Wordplay: Reinforcement and Language Learning in Text-based Games
Adam Trischler · Angeliki Lazaridou · Yonatan Bisk · Wendy Tay · Nate Kushman · Marc-Alexandre Côté · Alessandro Sordoni · Daniel Ricks · Tom Zahavy · Hal Daumé III

Sat Dec 08 05:00 AM -- 03:30 PM (PST) @ Room 512 ABEF

Video games, via interactive learning environments like ALE [Bellemare et al., 2013], have been fundamental to the development of reinforcement learning algorithms that work on raw video inputs rather than featurized representations. Recent work has shown that text-based games may present a similar opportunity to develop RL algorithms for natural language inputs [Narasimhan et al., 2015, Haroush et al., 2018]. Drawing on insights from both the RL and NLP communities, this workshop will explore this opportunity, considering synergies between text-based and video games as learning environments as well as important differences and pitfalls.

Video games provide infinite worlds of interaction and grounding defined by simple, physics-like dynamics. While it is difficult, if not impossible, to simulate the full and social dynamics of linguistic interaction (see, e.g., work on user simulation and dialogue [Georgila et al., 2006, El Asri et al., 2016]), text-based games nevertheless present complex, interactive simulations that ground language in world and action semantics. Games like Zork [Infocom, 1980] rose to prominence in the age before advanced computer graphics. They use simple language to describe the state of the environment and to report the effects of player actions. Players interact with the environment through text commands that respect a predefined grammar, which, though simplistic, must be discovered in each game. Through sequential decision making, language understanding, and language generation, players work toward goals that may or may not be specified explicitly, and earn rewards (points) at completion or along the way.
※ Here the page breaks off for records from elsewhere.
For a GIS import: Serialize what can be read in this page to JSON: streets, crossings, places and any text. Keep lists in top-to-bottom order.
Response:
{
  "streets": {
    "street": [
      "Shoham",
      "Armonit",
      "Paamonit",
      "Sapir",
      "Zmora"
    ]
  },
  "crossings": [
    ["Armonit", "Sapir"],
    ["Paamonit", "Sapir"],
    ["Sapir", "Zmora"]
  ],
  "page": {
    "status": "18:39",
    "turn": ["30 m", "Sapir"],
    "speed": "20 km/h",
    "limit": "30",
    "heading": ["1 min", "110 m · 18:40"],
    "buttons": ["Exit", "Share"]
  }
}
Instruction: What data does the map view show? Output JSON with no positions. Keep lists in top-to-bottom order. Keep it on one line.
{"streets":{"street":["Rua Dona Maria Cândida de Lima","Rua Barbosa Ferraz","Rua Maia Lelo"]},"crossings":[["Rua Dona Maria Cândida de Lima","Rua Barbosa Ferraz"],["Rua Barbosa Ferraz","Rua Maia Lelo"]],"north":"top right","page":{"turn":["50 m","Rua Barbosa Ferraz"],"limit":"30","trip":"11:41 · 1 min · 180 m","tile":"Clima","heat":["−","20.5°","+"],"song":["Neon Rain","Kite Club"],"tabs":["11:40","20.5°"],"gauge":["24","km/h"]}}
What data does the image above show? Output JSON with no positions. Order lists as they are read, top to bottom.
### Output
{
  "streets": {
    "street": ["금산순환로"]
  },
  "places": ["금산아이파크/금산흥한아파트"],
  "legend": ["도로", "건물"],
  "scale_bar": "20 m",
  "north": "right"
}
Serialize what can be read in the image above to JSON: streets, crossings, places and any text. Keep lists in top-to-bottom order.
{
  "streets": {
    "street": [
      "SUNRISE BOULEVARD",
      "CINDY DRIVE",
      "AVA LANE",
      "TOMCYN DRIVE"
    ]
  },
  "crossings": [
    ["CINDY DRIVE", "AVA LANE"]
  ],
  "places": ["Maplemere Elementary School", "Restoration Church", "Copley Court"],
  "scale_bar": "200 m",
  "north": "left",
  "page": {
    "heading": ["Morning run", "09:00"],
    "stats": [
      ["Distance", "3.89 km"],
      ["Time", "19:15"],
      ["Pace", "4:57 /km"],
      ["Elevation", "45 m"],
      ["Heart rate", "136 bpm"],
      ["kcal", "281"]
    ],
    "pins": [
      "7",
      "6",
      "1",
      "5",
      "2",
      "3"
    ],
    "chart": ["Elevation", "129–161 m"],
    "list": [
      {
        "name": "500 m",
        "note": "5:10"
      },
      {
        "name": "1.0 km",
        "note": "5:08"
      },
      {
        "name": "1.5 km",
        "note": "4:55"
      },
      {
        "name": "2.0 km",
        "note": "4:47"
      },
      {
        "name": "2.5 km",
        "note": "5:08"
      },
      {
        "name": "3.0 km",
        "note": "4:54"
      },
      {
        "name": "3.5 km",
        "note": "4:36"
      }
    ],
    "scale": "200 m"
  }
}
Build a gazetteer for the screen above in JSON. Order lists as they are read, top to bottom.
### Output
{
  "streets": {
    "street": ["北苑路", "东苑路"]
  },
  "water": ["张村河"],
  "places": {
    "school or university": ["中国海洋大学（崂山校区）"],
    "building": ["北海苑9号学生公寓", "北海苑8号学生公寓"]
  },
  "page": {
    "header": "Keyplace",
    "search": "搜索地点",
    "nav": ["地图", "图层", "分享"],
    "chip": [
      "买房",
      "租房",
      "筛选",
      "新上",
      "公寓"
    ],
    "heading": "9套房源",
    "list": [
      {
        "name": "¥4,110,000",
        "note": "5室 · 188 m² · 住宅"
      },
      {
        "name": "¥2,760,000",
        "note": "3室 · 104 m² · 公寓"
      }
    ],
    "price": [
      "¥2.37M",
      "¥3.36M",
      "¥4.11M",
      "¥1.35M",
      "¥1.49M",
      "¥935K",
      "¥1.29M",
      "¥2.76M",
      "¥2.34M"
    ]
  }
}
Text-based games present a broad spectrum of challenges for learning algorithms. In addition to language understanding, successful play generally requires long-term memory and planning, exploration/experimentation, affordance extraction [Fulda et al., 2017], and common sense. Text games also highlight major open challenges for RL: the action space (text) is combinatorial and compositional, while game states are partially observable, since text is often ambiguous or underspecific. Furthermore, in text games the set of actions that affect the state is not known in advance but must be learned through experimentation, typically informed by prior world/linguistic knowledge.

There has been a host of recent work towards solving text games [Narasimhan et al., 2015, Fulda et al., 2017, Kostka et al., 2017, Zhilin, et al., 2017, Haroush et al., 2018]. Nevertheless, commercial games like Zork remain beyond the capabilities of existing approaches. We argue that addressing even a subset of the aforementioned challenges would represent important progress in machine learning. Agents that solve text-based games may further learn functional properties of language; however, it is unclear what limitations the constraints and simplifications of text games (e.g., on linguistic diversity) impose on agents trained to solve them.

This workshop will highlight research that investigates existing or novel RL techniques for text-based settings, what agents that solve text-based games (might) learn about language, and more generally whether text-based games provide a good testbed for research at the intersection of RL and NLP. The program will feature a collection of invited talks alongside contributed posters and spotlight talks, curated by a committee with broad coverage of the RL and NLP communities. Panel discussions will highlight perspectives of influential researchers from both fields and encourage open dialogue. We will also pose a text-based game challenge several months in advance of the workshop (a similar competition is held annually at the IEEE Conference on Computational Intelligence and Games). This optional component will enable participants to design, train, and test agents in a carefully constructed, interactive text environment. The best-performing agent(s) will be recognized and discussed at the workshop. In addition to the exchange of ideas and the initiation of collaboration, an expected outcome is that text-based games emerge more prominently as a benchmark task to bridge RL and NLP research.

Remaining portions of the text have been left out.